災害でも会社に向かう日本人の異常な忠誠心
プレジデントオンライン / 2019年9月18日 11時15分
■ニューヨークでは大雪の日は在宅勤務が当たり前
関東地方に上陸し、停電や断水など深い爪痕を残した台風15号。日本からの報道で伝えられる惨状を見るにつけ、ただただ心を痛めている。一方、それとは異なった側面から、懸念を感じざるを得ない映像をも目にした。首都圏の鉄道各社による計画運休を受け、会社に向かうために運転開始を待つ通勤客が長い行列をつくっていた姿だ。
米国で暮らしてみて、驚いたことは数知れずある。そのうちのひとつは、大雪やハリケーンなど自然災害の到来があらかじめ予測されている際、オフィスや学校がクローズになることだ。私が暮らす東海岸・ニュージャージー州は、ニューヨーク(NY)・マンハッタン西側を流れるハドソン川を渡ってすぐのところにある。青森とほぼ同じ北緯40度で、厳しい寒さが続く冬は、50センチをゆうに超える大雪に何度か見舞われる。
前日までの天気予報で、ウインターストーム警報・注意報が出されると、テレビ局は雪関連のニュースを主体とする放送に切り替え、在NY総領事館は現地に住む日本人向けに、メールなどで注意するよう促す。警報・注意報の有無にかかわらず、相当な積雪、暴風雪が予想される場合、会社や学校は前日ないしは当日早朝に自宅待機を命じ、勤労者はパソコンなどを使った在宅勤務に切り替える。
■わざわざオフィスに行く必要がないから
背景には、当然ながら鉄道やバスの運休のほか、道路の大混乱で自動車通勤の人でも出社できなくなるという物理的な事情がある。無理やり社員に出社を強いたところで、仮に事故でもあった際の訴訟リスクを防ぐという面もあろう。そして、最も大きい理由は、自宅勤務を含めた柔軟な働き方が浸透しているため、わざわざオフィスに出向く必要がないということだ。
すべてとは限らないが、長時間労働とは無縁で、1日の就業時間を満たせば、即オフィスを後にするのが米国人の基本的な労働スタイル。管理職も非管理職も同様のマインドを持ち、大規模な自然災害が起きるという時に、あえて出社するという考え自体が始めから頭の中に存在していないということに行きつく。
余談だが、大雪時に避けられないのは、自宅前・横の道路に積もった雪かきだ。
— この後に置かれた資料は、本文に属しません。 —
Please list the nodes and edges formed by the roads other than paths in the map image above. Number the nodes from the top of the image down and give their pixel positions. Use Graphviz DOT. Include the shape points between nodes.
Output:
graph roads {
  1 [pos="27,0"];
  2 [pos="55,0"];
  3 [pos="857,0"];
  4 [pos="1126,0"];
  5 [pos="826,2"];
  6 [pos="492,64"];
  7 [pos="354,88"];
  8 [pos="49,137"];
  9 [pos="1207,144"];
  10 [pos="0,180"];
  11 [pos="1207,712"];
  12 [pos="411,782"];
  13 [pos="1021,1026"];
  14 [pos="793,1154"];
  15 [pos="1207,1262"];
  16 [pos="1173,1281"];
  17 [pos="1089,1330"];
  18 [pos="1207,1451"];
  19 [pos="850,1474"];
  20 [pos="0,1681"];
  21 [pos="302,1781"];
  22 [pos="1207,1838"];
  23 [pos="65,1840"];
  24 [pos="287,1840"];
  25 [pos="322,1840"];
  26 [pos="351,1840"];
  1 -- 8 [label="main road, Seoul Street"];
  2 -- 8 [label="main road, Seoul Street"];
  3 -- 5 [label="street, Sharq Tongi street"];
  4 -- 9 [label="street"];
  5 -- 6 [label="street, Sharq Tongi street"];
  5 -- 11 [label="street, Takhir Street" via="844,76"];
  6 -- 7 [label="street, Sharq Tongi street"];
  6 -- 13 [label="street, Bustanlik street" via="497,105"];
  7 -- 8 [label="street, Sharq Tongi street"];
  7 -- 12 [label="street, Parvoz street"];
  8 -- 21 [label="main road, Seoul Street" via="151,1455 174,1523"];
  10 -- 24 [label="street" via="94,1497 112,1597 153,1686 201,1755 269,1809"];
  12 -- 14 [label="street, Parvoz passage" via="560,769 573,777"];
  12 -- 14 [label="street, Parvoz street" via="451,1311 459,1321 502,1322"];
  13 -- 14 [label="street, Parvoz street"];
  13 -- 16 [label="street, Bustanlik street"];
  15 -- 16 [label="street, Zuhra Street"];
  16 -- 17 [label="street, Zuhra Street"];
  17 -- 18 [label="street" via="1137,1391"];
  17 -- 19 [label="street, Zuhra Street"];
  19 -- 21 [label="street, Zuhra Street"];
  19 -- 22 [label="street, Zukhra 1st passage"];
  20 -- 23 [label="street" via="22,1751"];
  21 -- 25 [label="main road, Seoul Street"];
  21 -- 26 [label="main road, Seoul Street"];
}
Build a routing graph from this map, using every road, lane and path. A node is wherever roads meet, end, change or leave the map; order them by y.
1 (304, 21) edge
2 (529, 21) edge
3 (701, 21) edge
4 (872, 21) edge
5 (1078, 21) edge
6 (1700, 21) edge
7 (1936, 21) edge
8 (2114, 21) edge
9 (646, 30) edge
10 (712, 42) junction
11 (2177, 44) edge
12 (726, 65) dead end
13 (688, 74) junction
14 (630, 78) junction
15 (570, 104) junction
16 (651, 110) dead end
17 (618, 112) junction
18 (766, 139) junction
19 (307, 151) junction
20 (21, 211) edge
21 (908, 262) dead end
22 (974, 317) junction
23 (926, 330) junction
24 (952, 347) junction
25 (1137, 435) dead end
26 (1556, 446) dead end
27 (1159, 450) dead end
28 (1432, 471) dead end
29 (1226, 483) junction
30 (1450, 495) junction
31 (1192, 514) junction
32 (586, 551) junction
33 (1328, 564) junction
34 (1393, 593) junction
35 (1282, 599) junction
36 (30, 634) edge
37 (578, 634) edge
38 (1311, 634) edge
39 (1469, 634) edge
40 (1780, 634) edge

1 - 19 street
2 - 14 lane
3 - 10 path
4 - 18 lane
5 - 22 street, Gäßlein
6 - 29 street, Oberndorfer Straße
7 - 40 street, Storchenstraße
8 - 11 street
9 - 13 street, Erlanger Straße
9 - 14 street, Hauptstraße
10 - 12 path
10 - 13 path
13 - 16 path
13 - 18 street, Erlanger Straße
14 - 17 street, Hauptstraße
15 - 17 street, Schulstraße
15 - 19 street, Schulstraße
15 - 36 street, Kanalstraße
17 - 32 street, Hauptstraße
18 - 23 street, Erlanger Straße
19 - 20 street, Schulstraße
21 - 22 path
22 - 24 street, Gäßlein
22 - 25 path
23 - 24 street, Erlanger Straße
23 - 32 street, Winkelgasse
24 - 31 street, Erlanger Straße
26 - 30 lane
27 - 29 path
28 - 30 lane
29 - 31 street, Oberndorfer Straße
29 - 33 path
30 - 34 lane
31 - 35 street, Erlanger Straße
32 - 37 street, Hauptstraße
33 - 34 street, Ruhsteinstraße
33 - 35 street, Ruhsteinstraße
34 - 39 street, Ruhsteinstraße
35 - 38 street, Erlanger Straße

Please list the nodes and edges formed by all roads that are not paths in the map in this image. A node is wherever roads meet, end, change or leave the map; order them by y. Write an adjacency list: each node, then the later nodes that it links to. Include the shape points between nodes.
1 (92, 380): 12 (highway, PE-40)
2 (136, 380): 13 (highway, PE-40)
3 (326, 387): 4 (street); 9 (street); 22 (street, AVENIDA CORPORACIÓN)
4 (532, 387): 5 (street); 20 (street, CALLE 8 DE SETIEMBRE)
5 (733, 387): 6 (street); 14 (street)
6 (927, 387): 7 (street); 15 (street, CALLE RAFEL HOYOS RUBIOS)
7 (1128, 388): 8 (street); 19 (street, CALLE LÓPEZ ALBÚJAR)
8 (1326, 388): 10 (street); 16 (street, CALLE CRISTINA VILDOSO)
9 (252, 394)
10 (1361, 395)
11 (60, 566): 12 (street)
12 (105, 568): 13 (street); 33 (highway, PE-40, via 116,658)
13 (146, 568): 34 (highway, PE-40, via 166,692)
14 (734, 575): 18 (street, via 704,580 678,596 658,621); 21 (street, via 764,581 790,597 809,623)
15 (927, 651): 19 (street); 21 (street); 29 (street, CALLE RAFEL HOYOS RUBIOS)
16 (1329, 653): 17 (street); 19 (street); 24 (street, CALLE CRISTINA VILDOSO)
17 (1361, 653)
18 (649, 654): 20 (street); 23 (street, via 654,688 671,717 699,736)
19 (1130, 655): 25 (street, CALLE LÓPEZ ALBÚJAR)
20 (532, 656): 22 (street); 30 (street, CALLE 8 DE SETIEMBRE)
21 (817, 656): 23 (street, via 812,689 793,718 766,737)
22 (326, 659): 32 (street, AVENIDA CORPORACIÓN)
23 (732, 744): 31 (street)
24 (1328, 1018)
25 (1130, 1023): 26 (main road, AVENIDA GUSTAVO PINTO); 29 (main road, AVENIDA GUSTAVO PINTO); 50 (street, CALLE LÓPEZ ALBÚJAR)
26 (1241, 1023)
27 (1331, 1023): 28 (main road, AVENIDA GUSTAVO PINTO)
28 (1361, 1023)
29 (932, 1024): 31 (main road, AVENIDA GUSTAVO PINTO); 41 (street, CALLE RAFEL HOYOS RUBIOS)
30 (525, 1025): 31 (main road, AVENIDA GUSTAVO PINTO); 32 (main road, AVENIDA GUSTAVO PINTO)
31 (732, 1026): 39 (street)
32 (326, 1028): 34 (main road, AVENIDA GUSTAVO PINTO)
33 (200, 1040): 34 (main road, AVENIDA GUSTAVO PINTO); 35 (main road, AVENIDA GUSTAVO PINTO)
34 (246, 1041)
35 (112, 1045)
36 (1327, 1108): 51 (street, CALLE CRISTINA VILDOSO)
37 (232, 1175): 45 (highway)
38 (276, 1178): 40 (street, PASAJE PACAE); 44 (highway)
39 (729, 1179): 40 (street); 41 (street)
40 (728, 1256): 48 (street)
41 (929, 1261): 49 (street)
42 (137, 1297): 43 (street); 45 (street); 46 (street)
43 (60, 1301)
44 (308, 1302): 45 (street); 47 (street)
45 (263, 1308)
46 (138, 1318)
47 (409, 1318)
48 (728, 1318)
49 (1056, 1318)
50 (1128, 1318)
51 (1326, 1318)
これを怠り、仮に通行人がケガでもした場合、訴えてくることもあり得るので注意が必要。訴訟大国の一面を垣間見ることができる。
■電車が運休なのに会社に行こうとする人々
昨年ぐらいから、主に台風の災害が予想される時、日本の鉄道各社で計画運休に踏み切る流れが広がってきている。無理やり運行しても、ダイヤが大混乱するのは目に見えており、運休によって事業者・利用者双方の安全性は保たれる。反面、鉄道会社側は運休に伴う「企業活動や通勤、通学客への影響」を気にしており、「影響人員○万人」などと公表している。
運休で影響が出るということは、あらかじめ運休が分かっていても会社に行こうとする人が多いということだ。言い換えれば、運休が分かっていても、時間通りに行かなければいけない人が多い、ということになろうか。この点、子どもの学校関連で知り合った米国人知人に尋ねてみると「カルチャーの違いが大きいんだね」と一言で済まされてしまった。
■大雪のマンハッタンで日本人駐在員だけ出社
カルチャーの違いとして、どんな点が挙げられるだろうか。なぜ、日本人は大型台風が来ると分かっていても、出社を余儀なくされるのだろうか。または、自ら出社するのだろうか。
世界経済の中心地・マンハッタンには、名だたる日系企業が多数進出し、日本からの駐在員が日々働いている。東京や大阪の本社同様、米国の現地法人が、大雪やハリケーン時に出社を求められるかと言えば、「郷に入っては郷に従え」のごとく、柔軟に対応しているとのこと。金融やメーカー、メディアなどでもオフィスをクローズするほか、自宅勤務や災害時に備えたバックアップオフィスへの出勤が容認されている。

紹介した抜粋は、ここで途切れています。